ASSIGNMENT
Every line in the listing below that holds the word "Lanes" should be returned.

DATA TO PROCESS
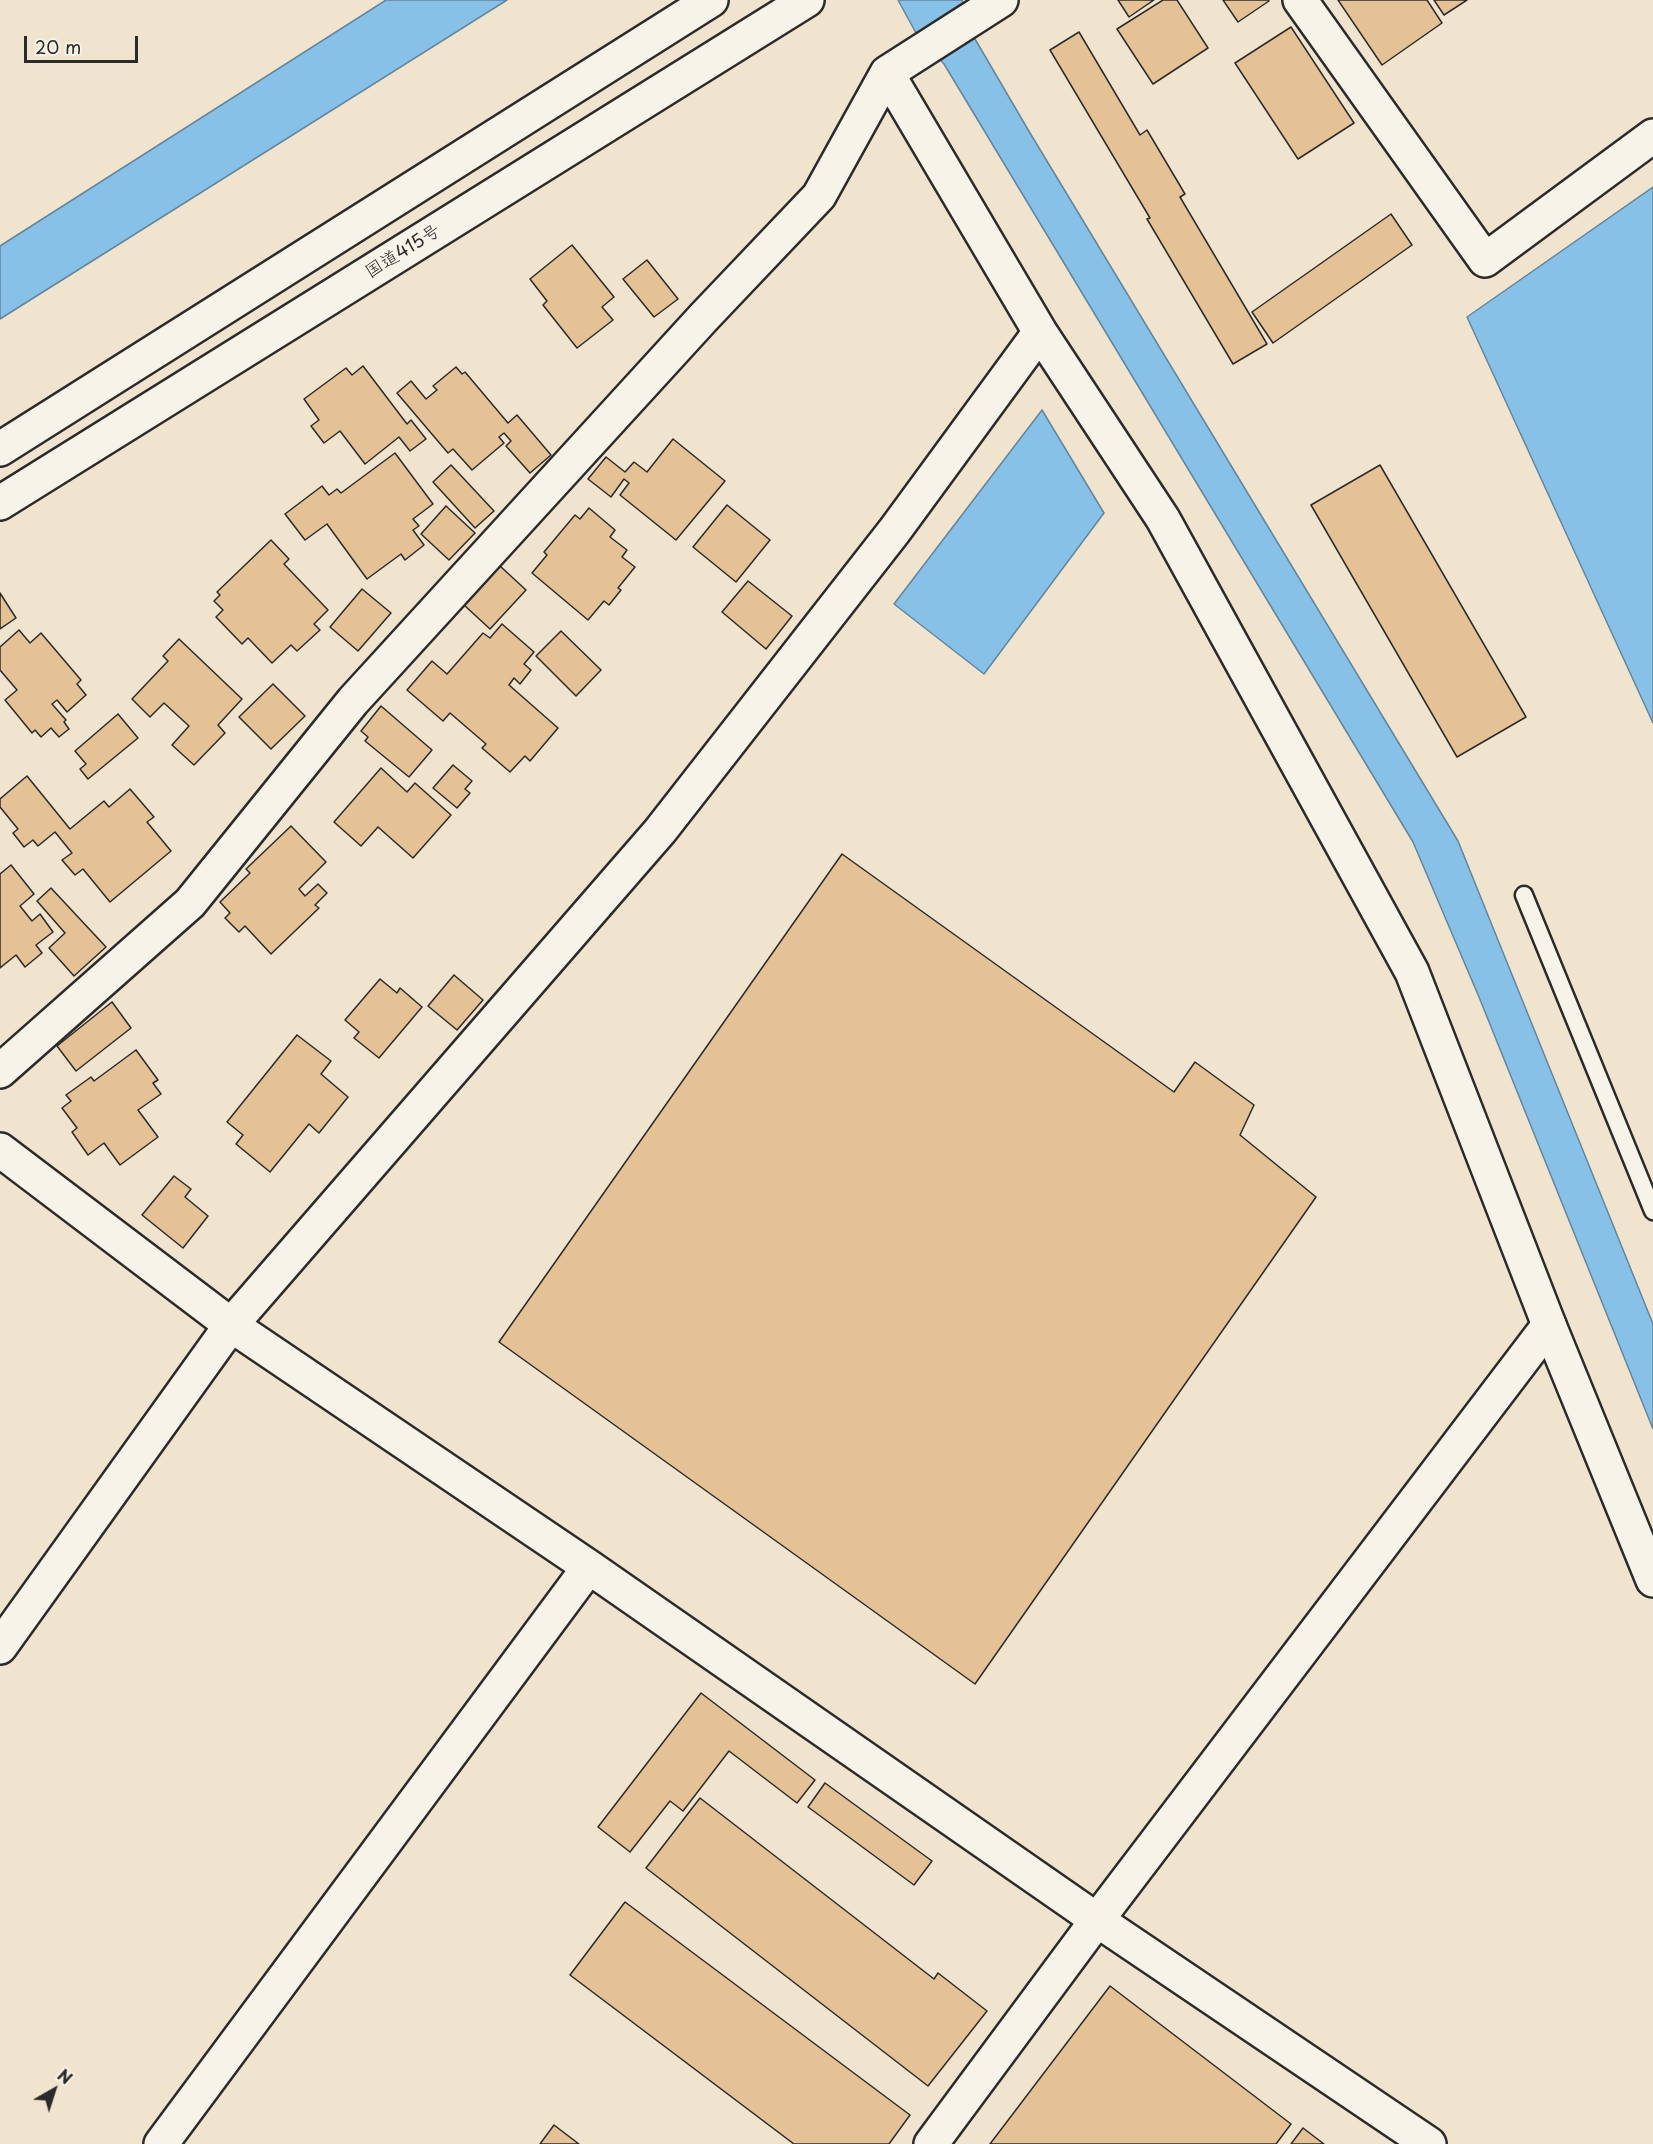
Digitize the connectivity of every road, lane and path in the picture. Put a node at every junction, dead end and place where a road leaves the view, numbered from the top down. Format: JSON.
{"nodes":[{"id":1,"x":711,"y":0,"type":"edge"},
{"id":2,"x":807,"y":0,"type":"edge"},
{"id":3,"x":1001,"y":0,"type":"edge"},
{"id":4,"x":1300,"y":0,"type":"edge"},
{"id":5,"x":887,"y":73,"type":"junction"},
{"id":6,"x":1653,"y":136,"type":"edge"},
{"id":7,"x":1040,"y":332,"type":"junction"},
{"id":8,"x":0,"y":448,"type":"edge"},
{"id":9,"x":0,"y":503,"type":"edge"},
{"id":10,"x":1524,"y":895,"type":"dead end"},
{"id":11,"x":0,"y":1071,"type":"edge"},
{"id":12,"x":0,"y":1150,"type":"edge"},
{"id":13,"x":1653,"y":1211,"type":"edge"},
{"id":14,"x":231,"y":1325,"type":"junction"},
{"id":15,"x":1550,"y":1325,"type":"junction"},
{"id":16,"x":589,"y":1567,"type":"junction"},
{"id":17,"x":1653,"y":1580,"type":"edge"},
{"id":18,"x":0,"y":1647,"type":"edge"},
{"id":19,"x":1097,"y":1920,"type":"junction"},
{"id":20,"x":161,"y":2144,"type":"edge"},
{"id":21,"x":931,"y":2144,"type":"edge"},
{"id":22,"x":1429,"y":2144,"type":"edge"}],
"edges":[{"from":1,"to":8,"type":"main road"},
{"from":2,"to":9,"type":"main road","name":"国道415号"},
{"from":3,"to":5,"type":"main road"},
{"from":4,"to":6,"type":"main road"},
{"from":5,"to":7,"type":"main road"},
{"from":5,"to":11,"type":"main road"},
{"from":7,"to":14,"type":"main road"},
{"from":7,"to":15,"type":"main road"},
{"from":10,"to":13,"type":"lane"},
{"from":12,"to":14,"type":"main road"},
{"from":14,"to":16,"type":"main road"},
{"from":14,"to":18,"type":"main road"},
{"from":15,"to":17,"type":"main road"},
{"from":15,"to":19,"type":"main road"},
{"from":16,"to":19,"type":"main road"},
{"from":16,"to":20,"type":"main road"},
{"from":19,"to":21,"type":"main road"},
{"from":19,"to":22,"type":"main road"}]}
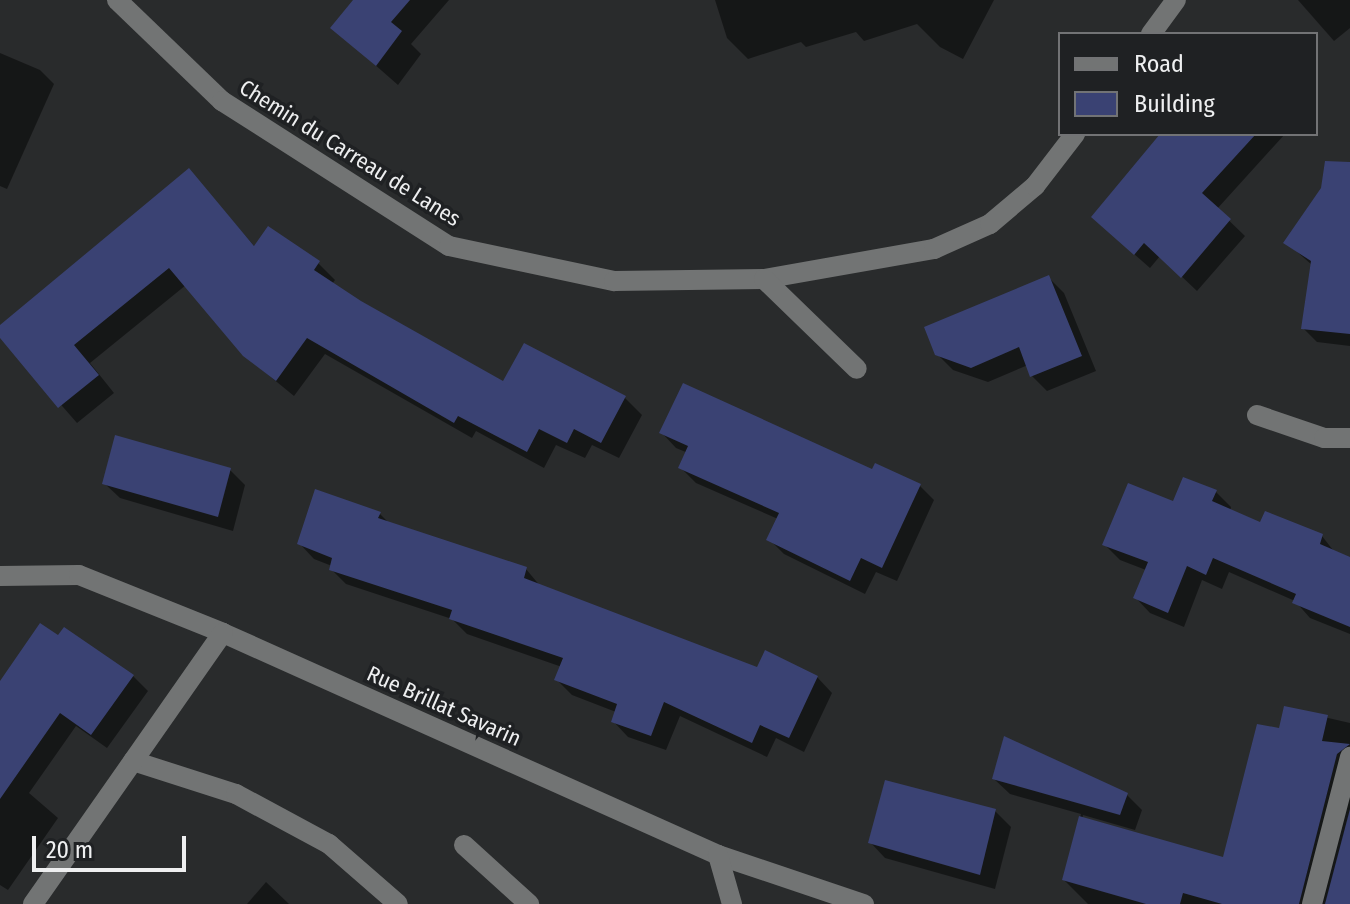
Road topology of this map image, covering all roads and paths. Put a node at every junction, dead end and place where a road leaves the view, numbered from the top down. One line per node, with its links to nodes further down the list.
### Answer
1 (117, 0): 5 (street, Chemin du Carreau de Lanes)
2 (1176, 0): 3 (street)
3 (1152, 32)
4 (1073, 136): 5 (street, Chemin du Carreau de Lanes)
5 (764, 279): 6 (street)
6 (857, 369)
7 (1257, 415): 8 (street)
8 (1350, 438)
9 (0, 576): 10 (street, Rue Brillat Savarin)
10 (223, 633): 12 (street); 14 (street, Rue Brillat Savarin)
11 (1350, 757): 20 (street)
12 (133, 761): 15 (street); 16 (street)
13 (464, 845): 17 (street)
14 (718, 855): 18 (street); 19 (street, Rue Brillat Savarin)
15 (33, 904)
16 (398, 904)
17 (529, 904)
18 (732, 904)
19 (864, 904)
20 (1312, 904)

EXERCISE RESULT
1 (117, 0): 5 (street, Chemin du Carreau de Lanes)
4 (1073, 136): 5 (street, Chemin du Carreau de Lanes)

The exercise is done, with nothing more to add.